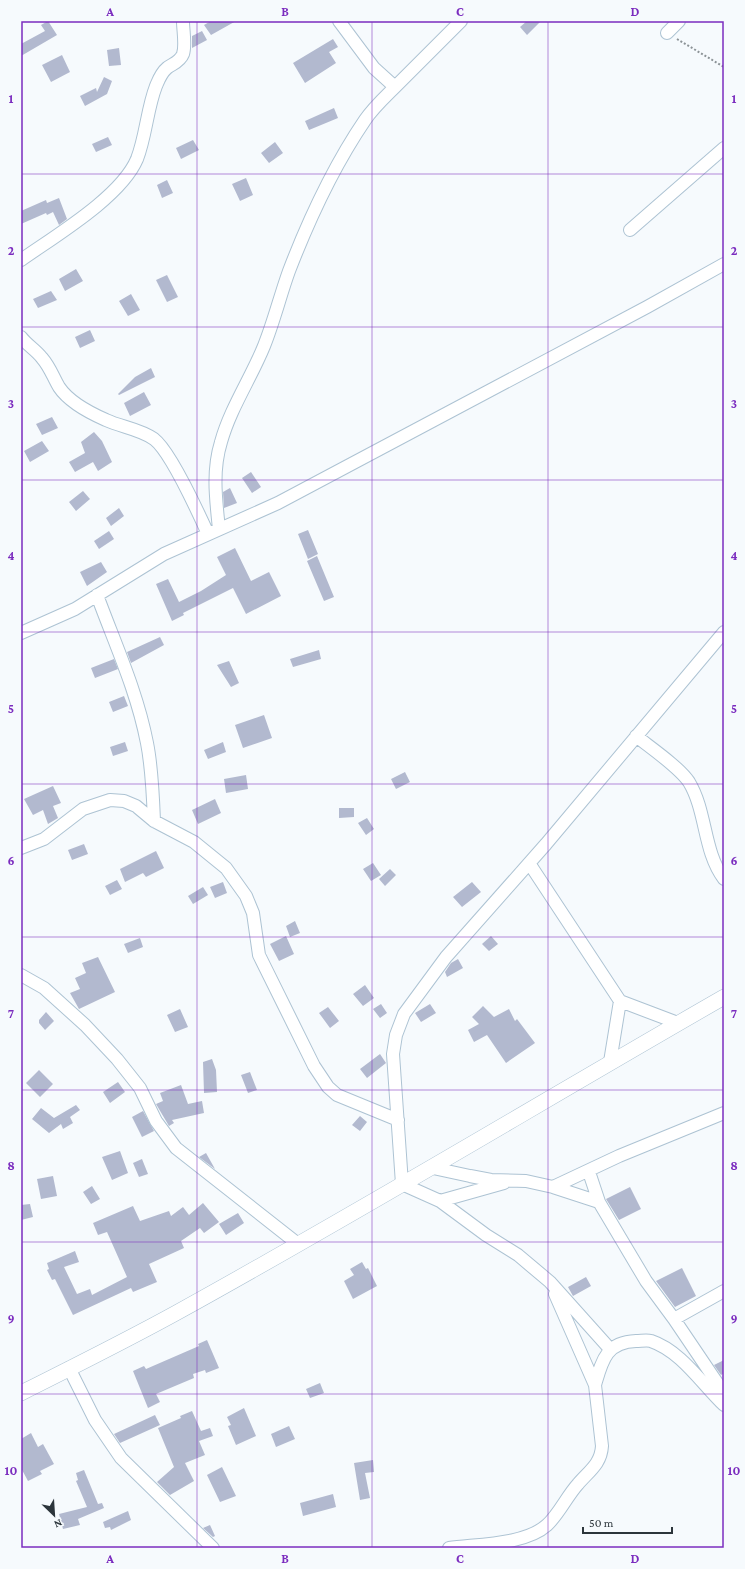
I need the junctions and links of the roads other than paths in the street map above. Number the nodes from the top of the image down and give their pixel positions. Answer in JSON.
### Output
{"nodes":[{"id":1,"x":183,"y":21,"type":"edge"},
{"id":2,"x":339,"y":21,"type":"edge"},
{"id":3,"x":461,"y":21,"type":"edge"},
{"id":4,"x":679,"y":21,"type":"edge"},
{"id":5,"x":667,"y":34,"type":"road end"},
{"id":6,"x":395,"y":86,"type":"junction"},
{"id":7,"x":724,"y":148,"type":"edge"},
{"id":8,"x":630,"y":230,"type":"dead end"},
{"id":9,"x":21,"y":260,"type":"edge"},
{"id":10,"x":724,"y":264,"type":"edge"},
{"id":11,"x":21,"y":337,"type":"edge"},
{"id":12,"x":214,"y":531,"type":"junction"},
{"id":13,"x":97,"y":596,"type":"junction"},
{"id":14,"x":21,"y":632,"type":"edge"},
{"id":15,"x":724,"y":632,"type":"edge"},
{"id":16,"x":636,"y":736,"type":"junction"},
{"id":17,"x":154,"y":821,"type":"junction"},
{"id":18,"x":21,"y":848,"type":"edge"},
{"id":19,"x":529,"y":863,"type":"junction"},
{"id":20,"x":724,"y":879,"type":"edge"},
{"id":21,"x":21,"y":975,"type":"edge"},
{"id":22,"x":724,"y":996,"type":"edge"},
{"id":23,"x":620,"y":1001,"type":"junction"},
{"id":24,"x":678,"y":1023,"type":"junction"},
{"id":25,"x":610,"y":1062,"type":"junction"},
{"id":26,"x":724,"y":1113,"type":"edge"},
{"id":27,"x":398,"y":1120,"type":"junction"},
{"id":28,"x":433,"y":1168,"type":"junction"},
{"id":29,"x":589,"y":1172,"type":"junction"},
{"id":30,"x":513,"y":1180,"type":"junction"},
{"id":31,"x":402,"y":1184,"type":"junction"},
{"id":32,"x":553,"y":1187,"type":"junction"},
{"id":33,"x":440,"y":1201,"type":"junction"},
{"id":34,"x":600,"y":1202,"type":"junction"},
{"id":35,"x":298,"y":1244,"type":"junction"},
{"id":36,"x":550,"y":1282,"type":"junction"},
{"id":37,"x":724,"y":1291,"type":"edge"},
{"id":38,"x":674,"y":1319,"type":"junction"},
{"id":39,"x":610,"y":1349,"type":"junction"},
{"id":40,"x":69,"y":1368,"type":"junction"},
{"id":41,"x":594,"y":1385,"type":"junction"},
{"id":42,"x":21,"y":1393,"type":"edge"},
{"id":43,"x":724,"y":1393,"type":"edge"},
{"id":44,"x":724,"y":1405,"type":"edge"},
{"id":45,"x":213,"y":1548,"type":"edge"},
{"id":46,"x":449,"y":1548,"type":"edge"}],
"edges":[{"from":1,"to":9,"type":"street"},
{"from":2,"to":6,"type":"street"},
{"from":3,"to":6,"type":"street"},
{"from":4,"to":5,"type":"street"},
{"from":6,"to":12,"type":"street"},
{"from":7,"to":8,"type":"street"},
{"from":10,"to":12,"type":"street"},
{"from":11,"to":12,"type":"street"},
{"from":12,"to":13,"type":"street"},
{"from":13,"to":14,"type":"street"},
{"from":13,"to":17,"type":"street"},
{"from":15,"to":16,"type":"street"},
{"from":16,"to":19,"type":"street"},
{"from":16,"to":20,"type":"street"},
{"from":17,"to":18,"type":"street"},
{"from":17,"to":27,"type":"street"},
{"from":19,"to":23,"type":"street"},
{"from":19,"to":27,"type":"street"},
{"from":21,"to":35,"type":"street"},
{"from":22,"to":24,"type":"main road"},
{"from":23,"to":24,"type":"street"},
{"from":23,"to":25,"type":"street"},
{"from":24,"to":25,"type":"main road"},
{"from":25,"to":28,"type":"main road"},
{"from":26,"to":29,"type":"street"},
{"from":27,"to":31,"type":"street"},
{"from":28,"to":30,"type":"street"},
{"from":28,"to":31,"type":"main road"},
{"from":29,"to":32,"type":"street"},
{"from":29,"to":34,"type":"street"},
{"from":30,"to":32,"type":"street"},
{"from":30,"to":33,"type":"street"},
{"from":31,"to":33,"type":"street"},
{"from":31,"to":35,"type":"main road"},
{"from":32,"to":34,"type":"street"},
{"from":33,"to":36,"type":"street"},
{"from":34,"to":38,"type":"street"},
{"from":35,"to":40,"type":"main road"},
{"from":36,"to":39,"type":"street"},
{"from":36,"to":41,"type":"street"},
{"from":37,"to":38,"type":"street"},
{"from":38,"to":43,"type":"street"},
{"from":39,"to":41,"type":"street"},
{"from":39,"to":44,"type":"street"},
{"from":40,"to":42,"type":"main road"},
{"from":40,"to":45,"type":"street"},
{"from":41,"to":46,"type":"street"}]}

--------------------

For the string "nodes", tally the lines above that contain it and give only the figure.

Result for this task >>
2